Yes. Untreated ich can be fatal. Heavy infestations damage the skin and fins, compromise the immune system, and — most dangerously — infect the gills, which can cause respiratory failure. Bettas weakened by poor water quality or chronic stress are at the highest risk. Caught early in a healthy fish, ich is very treatable.
How long does it take to get rid of ich in a betta tank?
At treatment temperatures of 82–86°F (27.8–30°C), expect 10–14 days of active treatment from start to finish. You need to continue medicating for at least 7–10 days after the last visible spot disappears to ensure all theronts have been eliminated. Stopping early is the most common reason for relapse.
Can I treat ich with heat alone?
Heat alone — sustained at 86°F (30°C) — can theoretically kill ich by accelerating the life cycle and stressing the parasite, but it’s unreliable and hard on your betta and beneficial bacteria. Combining elevated temperature with a proven medication like Ich-X gives you a much higher success rate and is the approach most experienced fishkeepers recommend.

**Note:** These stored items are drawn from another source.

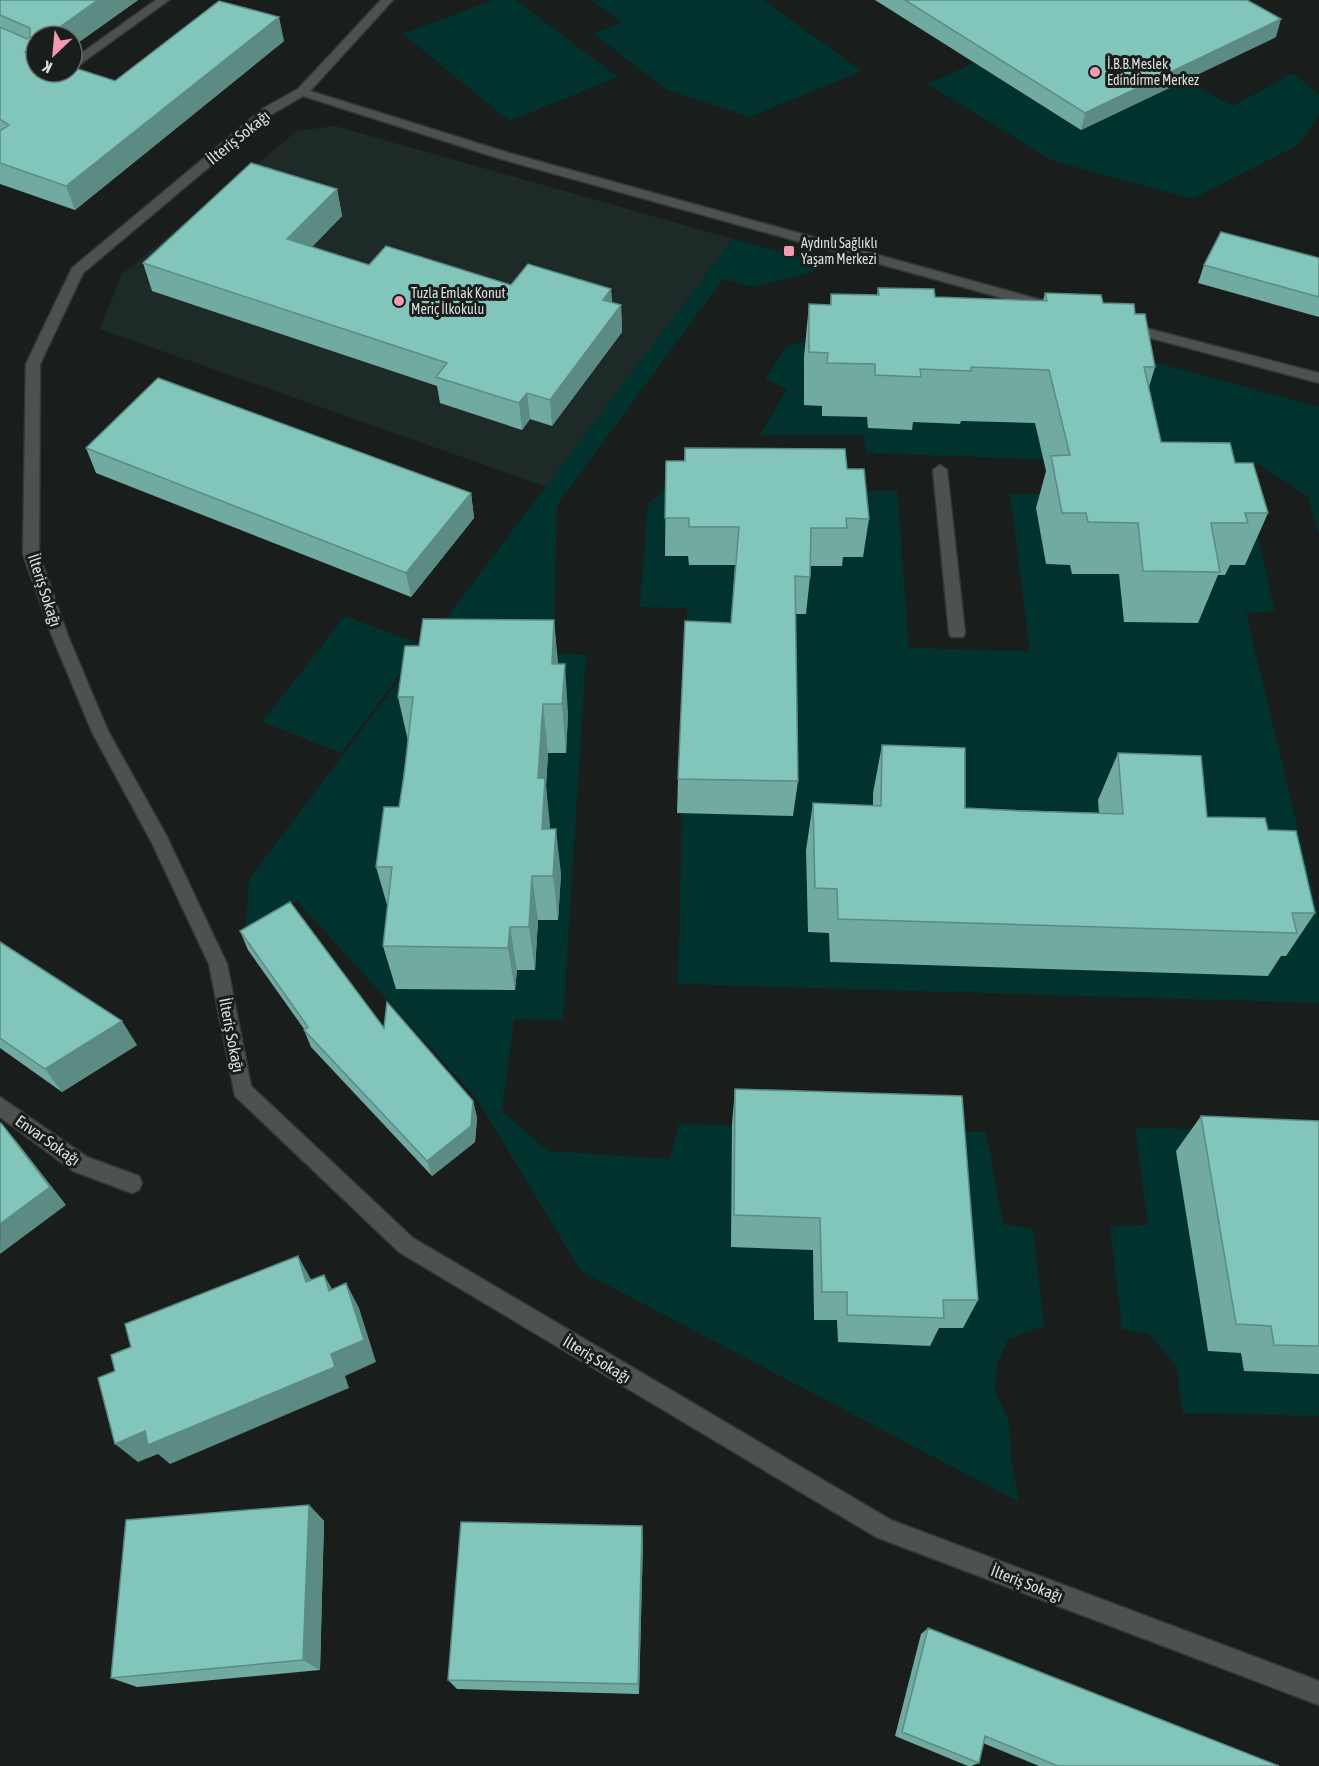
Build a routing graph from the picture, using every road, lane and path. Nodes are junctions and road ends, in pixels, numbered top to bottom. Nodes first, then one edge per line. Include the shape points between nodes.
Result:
1 (163, 0) edge
2 (387, 0) edge
3 (84, 57) edge
4 (302, 93) junction
5 (1065, 311) edge
6 (1112, 323) edge
7 (1319, 378) edge
8 (940, 470) dead end
9 (957, 633) dead end
10 (0, 1106) edge
11 (132, 1183) dead end
12 (1319, 1693) edge

1 - 3 street
2 - 4 street, İlteriş Sokağı
4 - 5 street via 505,156
4 - 12 street, İlteriş Sokağı via 268,111 77,271 33,364 31,554 100,732 160,840 218,964 242,1090 406,1245 884,1529
6 - 7 street
8 - 9 street
10 - 11 street, Envar Sokağı via 80,1164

Is ich contagious to other fish in the same tank?
Absolutely. Ich theronts are free-swimming and will infect every fish in the tank. If one fish has ich, assume all fish in the same water are exposed and treat the entire tank immediately. Isolating only the sick fish accomplishes nothing — the parasite is already in the water.
Can my betta get ich from new plants or decorations?
Yes. Ich theronts can survive on any wet item — live plants, decorations, nets, or even water transferred from another tank. Always quarantine new live plants for one to two weeks, and allow decorations or equipment to dry completely before use if they’ve been in another aquarium.